By Mark Beech, DANTE editor
My first encounter with the works of Tom Wolfe came from a most unusual source. Not one of his favoured American publications or indeed some of his more famous books, but from, I believe, an edition of Britain’s Daily Telegraph magazine. Or it may have been one of the British newspaper Sunday supplements in the early 1970s. Either way, I was immediately arrested by his anecdotes and imagery. Wolfe is telling the story of the birth of “radical/funky chic” and how we came to discover it. He relates an incident in a restaurant washroom, in London as it happens, where a man enters, proceeds to completely rip open his shirt and turn his hair into a state of complete dishabille. Only once he has shed formality and become as scruffily radical as possible does he feel chic enough for the evening’s energetic radical activity, which presumably consists of a lot of “turn up, talk crap, go home.”
I remember the article decades on. I recall that it was littered with the same sort of studied informality, a sort of sub-editor’s worst nightmare. Sentences seemed like a stream of consciousness, dashed off in a Jack Kerouac mess of thoughts — whereas in fact some had obviously been very carefully crafted.
But that was in essence the Tom Wolfe style. However one defies defines “new journalism,” which ran in parallel with the “gonzo journalism” of Hunter S. Thompson and others, it was not as casual as it appeared. There was a lot of clever crafting to get it to that state. In the same way as the guy removes his tie in the restaurant washroom and affects to be as spontaneous as possible, Tom Wolfe was a craftsman who kept his sometimes studied poetry hidden under a veneer of machine-gun typewritten informality. Just look at those sentences, littered with sub-clauses, exclamation points and bizarre connections. This was like the work of somebody had gone overboard on absinthe, cocaine, carrot juice, or some weird and wonderful drug or intoxicant. For all that, Tom Wolfe was way too professional (and I hesitate to use that word because it makes it sound like this was totally studied) to overindulge when it came to indulging his writing.

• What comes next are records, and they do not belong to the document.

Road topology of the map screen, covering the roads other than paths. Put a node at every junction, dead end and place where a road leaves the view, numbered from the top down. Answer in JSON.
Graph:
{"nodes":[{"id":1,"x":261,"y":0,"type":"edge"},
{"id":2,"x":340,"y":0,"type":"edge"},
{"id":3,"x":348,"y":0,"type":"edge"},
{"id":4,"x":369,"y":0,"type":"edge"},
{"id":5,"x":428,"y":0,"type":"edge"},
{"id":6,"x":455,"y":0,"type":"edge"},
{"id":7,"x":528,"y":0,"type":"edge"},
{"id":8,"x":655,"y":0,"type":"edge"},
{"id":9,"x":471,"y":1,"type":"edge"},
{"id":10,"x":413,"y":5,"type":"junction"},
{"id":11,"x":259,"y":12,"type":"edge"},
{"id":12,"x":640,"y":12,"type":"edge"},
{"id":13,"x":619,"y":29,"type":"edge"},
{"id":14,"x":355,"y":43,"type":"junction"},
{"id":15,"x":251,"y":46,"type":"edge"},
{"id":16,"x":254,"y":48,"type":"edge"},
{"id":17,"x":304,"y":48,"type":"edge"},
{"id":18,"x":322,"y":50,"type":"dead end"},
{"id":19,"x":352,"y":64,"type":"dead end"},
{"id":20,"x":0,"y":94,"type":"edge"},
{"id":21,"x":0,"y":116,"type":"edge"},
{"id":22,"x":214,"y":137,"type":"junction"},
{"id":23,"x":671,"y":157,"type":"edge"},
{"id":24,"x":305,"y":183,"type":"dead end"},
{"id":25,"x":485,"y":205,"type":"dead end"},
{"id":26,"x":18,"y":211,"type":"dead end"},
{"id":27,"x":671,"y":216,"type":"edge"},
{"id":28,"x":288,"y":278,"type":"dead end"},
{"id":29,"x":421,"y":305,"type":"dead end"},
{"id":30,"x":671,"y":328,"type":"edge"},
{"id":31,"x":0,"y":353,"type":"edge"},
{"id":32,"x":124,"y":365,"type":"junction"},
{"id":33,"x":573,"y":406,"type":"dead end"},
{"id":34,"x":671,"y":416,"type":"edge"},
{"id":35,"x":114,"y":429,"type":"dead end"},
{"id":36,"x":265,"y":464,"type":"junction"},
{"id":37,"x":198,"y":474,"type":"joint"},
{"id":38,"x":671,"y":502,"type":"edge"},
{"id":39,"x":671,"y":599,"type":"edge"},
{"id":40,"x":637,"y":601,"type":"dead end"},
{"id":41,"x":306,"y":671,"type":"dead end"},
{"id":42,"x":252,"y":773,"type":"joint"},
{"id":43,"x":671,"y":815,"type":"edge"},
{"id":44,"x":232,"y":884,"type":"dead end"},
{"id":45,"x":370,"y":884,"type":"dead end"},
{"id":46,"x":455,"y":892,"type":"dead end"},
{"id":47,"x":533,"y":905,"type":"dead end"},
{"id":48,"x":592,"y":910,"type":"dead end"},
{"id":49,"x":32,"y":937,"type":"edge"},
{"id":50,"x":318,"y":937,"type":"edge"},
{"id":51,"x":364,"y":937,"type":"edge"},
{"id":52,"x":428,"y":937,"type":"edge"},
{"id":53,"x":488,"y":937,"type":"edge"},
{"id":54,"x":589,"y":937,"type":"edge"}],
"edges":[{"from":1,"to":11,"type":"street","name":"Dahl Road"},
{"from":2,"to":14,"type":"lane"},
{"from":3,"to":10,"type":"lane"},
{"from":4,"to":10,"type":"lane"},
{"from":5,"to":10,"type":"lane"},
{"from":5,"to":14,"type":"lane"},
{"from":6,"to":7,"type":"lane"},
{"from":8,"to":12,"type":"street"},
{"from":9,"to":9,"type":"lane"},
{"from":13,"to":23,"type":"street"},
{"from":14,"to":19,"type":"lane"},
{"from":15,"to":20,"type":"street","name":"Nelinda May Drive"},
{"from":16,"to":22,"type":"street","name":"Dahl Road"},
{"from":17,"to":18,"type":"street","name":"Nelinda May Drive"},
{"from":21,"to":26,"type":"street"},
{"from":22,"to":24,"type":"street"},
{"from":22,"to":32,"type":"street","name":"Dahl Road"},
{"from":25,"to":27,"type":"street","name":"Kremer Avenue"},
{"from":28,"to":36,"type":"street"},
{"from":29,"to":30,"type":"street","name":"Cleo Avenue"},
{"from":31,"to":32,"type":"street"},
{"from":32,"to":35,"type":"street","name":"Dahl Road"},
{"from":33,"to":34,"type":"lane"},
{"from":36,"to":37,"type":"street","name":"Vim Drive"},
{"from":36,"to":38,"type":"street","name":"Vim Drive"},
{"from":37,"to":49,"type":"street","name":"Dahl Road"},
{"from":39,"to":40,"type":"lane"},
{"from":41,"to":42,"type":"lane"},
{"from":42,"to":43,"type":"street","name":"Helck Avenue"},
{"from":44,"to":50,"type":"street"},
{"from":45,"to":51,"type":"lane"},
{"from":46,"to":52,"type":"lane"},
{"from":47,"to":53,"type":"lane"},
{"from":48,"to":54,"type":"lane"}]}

So now I’m sitting down dictating in a few thoughts, Wolfe style — though he was adverse to computers — on one of the writers who I, along with many others, genuinely admire. Never been much of a fan of anyone, but I confess to liking much of his wayward brilliance.
I have just about never gone along to a book signing, for example, apart from my own limited affairs, but I was tempted in the 1980s when Wolfe came to London and was signing copies of his first and best novel, The Bonfire of the Vanities. I had intended to be there in good time but events conspired against me, especially with a Tube (subway) dispute, and amid much cursing I emerged from the underground just as the event was finishing. I got there to find that the white-suited great man had already left the building. Fortunately there were still plenty of people milling about and Wolfe had left a stack of copies signed but without individual purchasers’ names. So I am the proud owner of a first edition of this stunning book signed by the man himself. It is of little consolation on the sad day of his death to reflect that his passing means that it’s probably worth a little bit more.
From the time of discovering Radical Chic, I started to loop back into Wolfe’s earlier works, most of them as chaotically bizarre and brilliant as the titles: The Kandy-Kolored Tangerine-Flake Streamline Baby (1965), The Electric Kool-Aid Acid Test (1968), Mauve Gloves & Madmen, Clutter & Vine (1976). I struggled to get them from my local library in rural England, where readers were more like to go for Laurie Lee, Fred Archer, Catherine Cookson, or Pam Ayres.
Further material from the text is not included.